● **Problem requirements**:
Which lines of the records below contain the word "Trace"? Copy each of them out.

Stored data entries:

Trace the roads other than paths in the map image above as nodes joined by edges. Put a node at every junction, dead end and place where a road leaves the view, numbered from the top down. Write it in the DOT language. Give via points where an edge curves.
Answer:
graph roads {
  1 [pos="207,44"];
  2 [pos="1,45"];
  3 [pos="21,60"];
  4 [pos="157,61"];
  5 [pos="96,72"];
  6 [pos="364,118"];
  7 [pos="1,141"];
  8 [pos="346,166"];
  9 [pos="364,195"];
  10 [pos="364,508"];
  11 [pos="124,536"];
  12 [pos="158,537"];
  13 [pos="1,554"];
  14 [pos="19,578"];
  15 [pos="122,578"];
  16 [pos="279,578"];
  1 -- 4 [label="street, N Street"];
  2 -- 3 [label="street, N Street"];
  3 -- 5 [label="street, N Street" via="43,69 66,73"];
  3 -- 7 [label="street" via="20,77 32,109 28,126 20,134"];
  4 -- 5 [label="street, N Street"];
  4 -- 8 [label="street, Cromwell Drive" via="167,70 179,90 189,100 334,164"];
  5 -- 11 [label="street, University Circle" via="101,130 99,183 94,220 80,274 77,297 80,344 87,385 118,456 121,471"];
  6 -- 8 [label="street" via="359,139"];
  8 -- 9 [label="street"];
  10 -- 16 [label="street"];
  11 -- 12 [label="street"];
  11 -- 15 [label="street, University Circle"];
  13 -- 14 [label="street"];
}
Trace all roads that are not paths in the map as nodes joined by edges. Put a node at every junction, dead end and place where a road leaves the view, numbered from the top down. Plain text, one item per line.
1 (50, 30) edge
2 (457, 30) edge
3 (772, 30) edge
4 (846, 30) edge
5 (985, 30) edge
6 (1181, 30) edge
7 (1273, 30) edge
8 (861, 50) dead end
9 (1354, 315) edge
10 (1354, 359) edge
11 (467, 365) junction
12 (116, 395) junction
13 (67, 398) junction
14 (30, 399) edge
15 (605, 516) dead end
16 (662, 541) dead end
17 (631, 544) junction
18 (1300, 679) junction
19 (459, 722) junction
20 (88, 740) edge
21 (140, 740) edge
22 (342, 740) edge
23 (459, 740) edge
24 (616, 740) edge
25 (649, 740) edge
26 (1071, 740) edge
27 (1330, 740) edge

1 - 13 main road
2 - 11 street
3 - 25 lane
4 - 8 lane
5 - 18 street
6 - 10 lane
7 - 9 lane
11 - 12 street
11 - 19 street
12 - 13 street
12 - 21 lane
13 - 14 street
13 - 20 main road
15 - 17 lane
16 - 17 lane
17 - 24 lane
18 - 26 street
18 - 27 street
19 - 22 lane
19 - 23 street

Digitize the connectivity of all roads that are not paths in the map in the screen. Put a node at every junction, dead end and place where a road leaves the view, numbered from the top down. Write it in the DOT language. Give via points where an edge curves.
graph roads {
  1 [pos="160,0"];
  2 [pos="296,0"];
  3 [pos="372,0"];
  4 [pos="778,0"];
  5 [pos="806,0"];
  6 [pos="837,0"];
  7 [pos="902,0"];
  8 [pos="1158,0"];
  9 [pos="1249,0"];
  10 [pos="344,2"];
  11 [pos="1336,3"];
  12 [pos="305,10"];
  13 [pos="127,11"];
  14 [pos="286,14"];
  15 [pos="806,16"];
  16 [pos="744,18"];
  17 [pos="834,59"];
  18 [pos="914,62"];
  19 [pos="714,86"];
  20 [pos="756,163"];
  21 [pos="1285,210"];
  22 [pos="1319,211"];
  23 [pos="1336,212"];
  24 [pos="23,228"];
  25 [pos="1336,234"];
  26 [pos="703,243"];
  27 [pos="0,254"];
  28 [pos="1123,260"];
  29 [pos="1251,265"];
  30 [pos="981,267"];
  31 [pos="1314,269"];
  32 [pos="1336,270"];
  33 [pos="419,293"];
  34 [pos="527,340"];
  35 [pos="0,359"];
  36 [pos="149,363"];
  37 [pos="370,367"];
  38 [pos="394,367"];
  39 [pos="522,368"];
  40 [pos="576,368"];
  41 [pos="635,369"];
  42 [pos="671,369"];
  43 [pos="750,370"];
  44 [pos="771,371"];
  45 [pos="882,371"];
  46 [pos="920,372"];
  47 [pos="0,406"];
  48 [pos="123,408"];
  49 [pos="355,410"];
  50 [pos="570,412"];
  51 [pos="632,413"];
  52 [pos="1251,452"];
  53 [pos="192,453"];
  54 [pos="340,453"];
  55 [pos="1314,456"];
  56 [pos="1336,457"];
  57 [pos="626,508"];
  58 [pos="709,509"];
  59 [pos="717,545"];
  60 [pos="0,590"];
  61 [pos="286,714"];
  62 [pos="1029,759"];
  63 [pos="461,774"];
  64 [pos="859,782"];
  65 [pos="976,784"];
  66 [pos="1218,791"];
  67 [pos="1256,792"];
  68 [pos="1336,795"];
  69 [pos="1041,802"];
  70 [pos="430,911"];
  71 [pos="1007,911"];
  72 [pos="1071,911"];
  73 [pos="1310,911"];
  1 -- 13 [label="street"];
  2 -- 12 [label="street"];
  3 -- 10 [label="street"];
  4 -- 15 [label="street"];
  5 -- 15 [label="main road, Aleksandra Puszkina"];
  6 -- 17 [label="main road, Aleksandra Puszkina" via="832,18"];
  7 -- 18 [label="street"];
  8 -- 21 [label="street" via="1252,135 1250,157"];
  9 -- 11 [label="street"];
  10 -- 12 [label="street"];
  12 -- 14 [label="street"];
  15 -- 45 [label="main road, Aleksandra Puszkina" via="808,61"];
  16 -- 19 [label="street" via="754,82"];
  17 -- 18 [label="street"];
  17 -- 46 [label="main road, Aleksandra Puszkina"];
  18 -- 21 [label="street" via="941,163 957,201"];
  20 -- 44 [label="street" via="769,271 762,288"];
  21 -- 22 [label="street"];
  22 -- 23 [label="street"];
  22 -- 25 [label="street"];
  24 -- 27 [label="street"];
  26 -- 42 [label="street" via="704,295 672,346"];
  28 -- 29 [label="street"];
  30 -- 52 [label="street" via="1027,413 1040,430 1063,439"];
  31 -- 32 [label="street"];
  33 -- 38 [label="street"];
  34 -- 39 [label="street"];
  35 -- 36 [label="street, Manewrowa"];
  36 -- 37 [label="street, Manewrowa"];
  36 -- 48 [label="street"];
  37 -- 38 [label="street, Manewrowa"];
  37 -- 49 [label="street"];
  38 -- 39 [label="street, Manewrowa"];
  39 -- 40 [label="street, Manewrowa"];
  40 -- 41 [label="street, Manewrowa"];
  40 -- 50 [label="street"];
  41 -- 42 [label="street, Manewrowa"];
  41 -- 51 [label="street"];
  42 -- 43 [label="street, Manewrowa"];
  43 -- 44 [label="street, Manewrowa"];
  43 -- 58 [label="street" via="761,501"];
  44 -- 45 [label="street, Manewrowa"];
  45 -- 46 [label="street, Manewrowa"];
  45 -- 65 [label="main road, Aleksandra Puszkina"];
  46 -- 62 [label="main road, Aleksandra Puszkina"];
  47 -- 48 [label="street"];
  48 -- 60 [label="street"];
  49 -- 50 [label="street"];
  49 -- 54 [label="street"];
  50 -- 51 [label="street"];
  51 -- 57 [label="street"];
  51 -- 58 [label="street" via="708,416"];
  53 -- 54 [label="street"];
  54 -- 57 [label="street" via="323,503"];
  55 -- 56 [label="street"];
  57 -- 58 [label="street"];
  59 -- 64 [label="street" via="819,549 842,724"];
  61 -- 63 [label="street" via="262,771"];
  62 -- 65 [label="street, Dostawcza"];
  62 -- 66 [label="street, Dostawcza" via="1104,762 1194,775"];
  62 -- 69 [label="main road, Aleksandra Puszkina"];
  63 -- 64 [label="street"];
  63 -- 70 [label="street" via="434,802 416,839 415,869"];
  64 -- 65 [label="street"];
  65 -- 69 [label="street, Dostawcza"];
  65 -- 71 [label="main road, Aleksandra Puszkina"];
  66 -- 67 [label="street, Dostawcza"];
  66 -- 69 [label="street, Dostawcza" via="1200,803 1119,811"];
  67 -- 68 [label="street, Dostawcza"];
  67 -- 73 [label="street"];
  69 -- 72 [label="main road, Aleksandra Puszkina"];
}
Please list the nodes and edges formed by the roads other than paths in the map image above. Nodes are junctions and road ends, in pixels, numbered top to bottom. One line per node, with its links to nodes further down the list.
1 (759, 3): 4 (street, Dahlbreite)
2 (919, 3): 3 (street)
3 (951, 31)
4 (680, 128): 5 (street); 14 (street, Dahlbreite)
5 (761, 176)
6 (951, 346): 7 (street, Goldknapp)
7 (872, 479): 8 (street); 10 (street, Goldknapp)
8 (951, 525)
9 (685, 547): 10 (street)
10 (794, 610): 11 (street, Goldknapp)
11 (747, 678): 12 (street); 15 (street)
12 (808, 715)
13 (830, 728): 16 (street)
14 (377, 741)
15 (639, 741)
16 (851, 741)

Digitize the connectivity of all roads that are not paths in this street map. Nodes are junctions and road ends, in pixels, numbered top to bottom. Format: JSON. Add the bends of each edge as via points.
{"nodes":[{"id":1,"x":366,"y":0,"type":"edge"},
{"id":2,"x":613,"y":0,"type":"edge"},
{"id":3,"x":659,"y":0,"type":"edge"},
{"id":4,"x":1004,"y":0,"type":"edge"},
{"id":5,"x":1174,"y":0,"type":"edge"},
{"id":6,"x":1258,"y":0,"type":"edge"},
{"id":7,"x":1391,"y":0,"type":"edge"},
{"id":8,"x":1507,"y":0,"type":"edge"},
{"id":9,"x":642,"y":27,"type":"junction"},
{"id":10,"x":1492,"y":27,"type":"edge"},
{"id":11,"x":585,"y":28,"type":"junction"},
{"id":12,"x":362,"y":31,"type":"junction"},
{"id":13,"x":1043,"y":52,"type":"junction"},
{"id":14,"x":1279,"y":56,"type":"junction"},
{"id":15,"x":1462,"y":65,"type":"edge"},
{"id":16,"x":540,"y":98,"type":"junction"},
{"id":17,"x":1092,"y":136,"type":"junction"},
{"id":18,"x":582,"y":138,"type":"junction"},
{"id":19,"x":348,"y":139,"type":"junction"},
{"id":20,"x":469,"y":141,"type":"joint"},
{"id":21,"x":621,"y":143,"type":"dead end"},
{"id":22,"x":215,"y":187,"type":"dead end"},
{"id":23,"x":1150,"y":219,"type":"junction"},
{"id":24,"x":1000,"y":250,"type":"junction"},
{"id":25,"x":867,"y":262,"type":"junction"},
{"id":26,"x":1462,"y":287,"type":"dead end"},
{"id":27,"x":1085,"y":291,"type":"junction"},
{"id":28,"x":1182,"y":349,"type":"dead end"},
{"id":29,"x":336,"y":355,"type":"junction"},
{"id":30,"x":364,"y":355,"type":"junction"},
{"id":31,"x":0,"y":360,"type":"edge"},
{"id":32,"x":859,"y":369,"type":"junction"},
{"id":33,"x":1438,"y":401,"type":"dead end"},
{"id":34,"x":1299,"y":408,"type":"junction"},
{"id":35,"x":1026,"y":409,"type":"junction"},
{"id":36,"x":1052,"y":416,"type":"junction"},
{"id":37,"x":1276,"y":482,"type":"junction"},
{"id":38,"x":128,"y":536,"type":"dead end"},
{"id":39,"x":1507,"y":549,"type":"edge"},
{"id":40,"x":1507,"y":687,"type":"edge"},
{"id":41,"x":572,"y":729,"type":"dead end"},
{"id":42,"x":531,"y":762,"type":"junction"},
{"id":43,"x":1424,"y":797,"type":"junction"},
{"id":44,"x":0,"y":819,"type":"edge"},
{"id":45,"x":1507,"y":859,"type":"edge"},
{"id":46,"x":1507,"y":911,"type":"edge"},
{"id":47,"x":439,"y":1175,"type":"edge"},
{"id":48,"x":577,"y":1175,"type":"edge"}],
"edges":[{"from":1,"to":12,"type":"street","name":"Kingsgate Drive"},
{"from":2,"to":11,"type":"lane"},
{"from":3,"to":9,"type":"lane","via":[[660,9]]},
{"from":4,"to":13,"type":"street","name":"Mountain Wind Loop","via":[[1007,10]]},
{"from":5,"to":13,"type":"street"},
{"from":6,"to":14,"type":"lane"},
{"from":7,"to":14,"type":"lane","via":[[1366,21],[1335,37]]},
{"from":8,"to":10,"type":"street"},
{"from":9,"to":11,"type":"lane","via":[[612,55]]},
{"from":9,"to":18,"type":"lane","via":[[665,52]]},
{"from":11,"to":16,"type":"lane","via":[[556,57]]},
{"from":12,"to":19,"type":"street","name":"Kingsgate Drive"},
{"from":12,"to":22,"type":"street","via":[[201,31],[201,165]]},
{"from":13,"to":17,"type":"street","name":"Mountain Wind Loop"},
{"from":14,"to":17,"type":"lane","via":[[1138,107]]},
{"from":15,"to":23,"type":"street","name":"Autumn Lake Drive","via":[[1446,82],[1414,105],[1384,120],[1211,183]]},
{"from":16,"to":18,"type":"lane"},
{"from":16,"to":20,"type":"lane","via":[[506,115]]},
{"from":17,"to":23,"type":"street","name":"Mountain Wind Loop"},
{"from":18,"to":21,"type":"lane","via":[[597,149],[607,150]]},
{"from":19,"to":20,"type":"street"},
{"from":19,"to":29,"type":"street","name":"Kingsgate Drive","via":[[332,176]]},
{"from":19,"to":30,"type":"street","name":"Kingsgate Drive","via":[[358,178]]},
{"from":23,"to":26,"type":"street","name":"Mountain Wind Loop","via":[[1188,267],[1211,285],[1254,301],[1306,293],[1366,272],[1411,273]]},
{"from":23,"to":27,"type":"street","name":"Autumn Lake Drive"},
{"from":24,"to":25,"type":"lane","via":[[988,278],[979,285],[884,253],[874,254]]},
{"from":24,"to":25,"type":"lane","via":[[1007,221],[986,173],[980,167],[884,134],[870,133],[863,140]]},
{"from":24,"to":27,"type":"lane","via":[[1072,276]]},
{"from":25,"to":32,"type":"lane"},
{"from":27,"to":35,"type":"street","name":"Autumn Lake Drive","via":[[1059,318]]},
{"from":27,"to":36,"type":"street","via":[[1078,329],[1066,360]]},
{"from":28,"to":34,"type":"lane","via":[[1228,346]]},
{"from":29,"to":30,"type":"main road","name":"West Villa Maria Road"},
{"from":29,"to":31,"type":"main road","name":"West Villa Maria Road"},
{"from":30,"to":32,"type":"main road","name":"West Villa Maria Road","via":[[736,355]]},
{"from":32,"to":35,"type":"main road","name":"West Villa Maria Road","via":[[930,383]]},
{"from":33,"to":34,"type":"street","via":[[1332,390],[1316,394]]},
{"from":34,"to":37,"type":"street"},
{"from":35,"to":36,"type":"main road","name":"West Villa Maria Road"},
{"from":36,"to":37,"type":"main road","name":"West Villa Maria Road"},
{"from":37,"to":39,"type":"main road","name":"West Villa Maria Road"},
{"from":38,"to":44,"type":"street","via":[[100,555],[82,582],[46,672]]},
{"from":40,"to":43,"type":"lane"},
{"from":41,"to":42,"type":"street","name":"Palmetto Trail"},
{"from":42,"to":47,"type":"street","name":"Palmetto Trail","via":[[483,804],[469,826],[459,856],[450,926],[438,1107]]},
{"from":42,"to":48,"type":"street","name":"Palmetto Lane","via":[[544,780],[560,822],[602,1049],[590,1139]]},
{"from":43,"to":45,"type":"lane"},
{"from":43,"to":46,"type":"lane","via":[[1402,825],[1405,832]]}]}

● **Written solution**:
Trace the roads other than paths in the map image above as nodes joined by edges. Put a node at every junction, dead end and place where a road leaves the view, numbered from the top down. Write it in the DOT language. Give via points where an edge curves.
Trace all roads that are not paths in the map as nodes joined by edges. Put a node at every junction, dead end and place where a road leaves the view, numbered from the top down. Plain text, one item per line.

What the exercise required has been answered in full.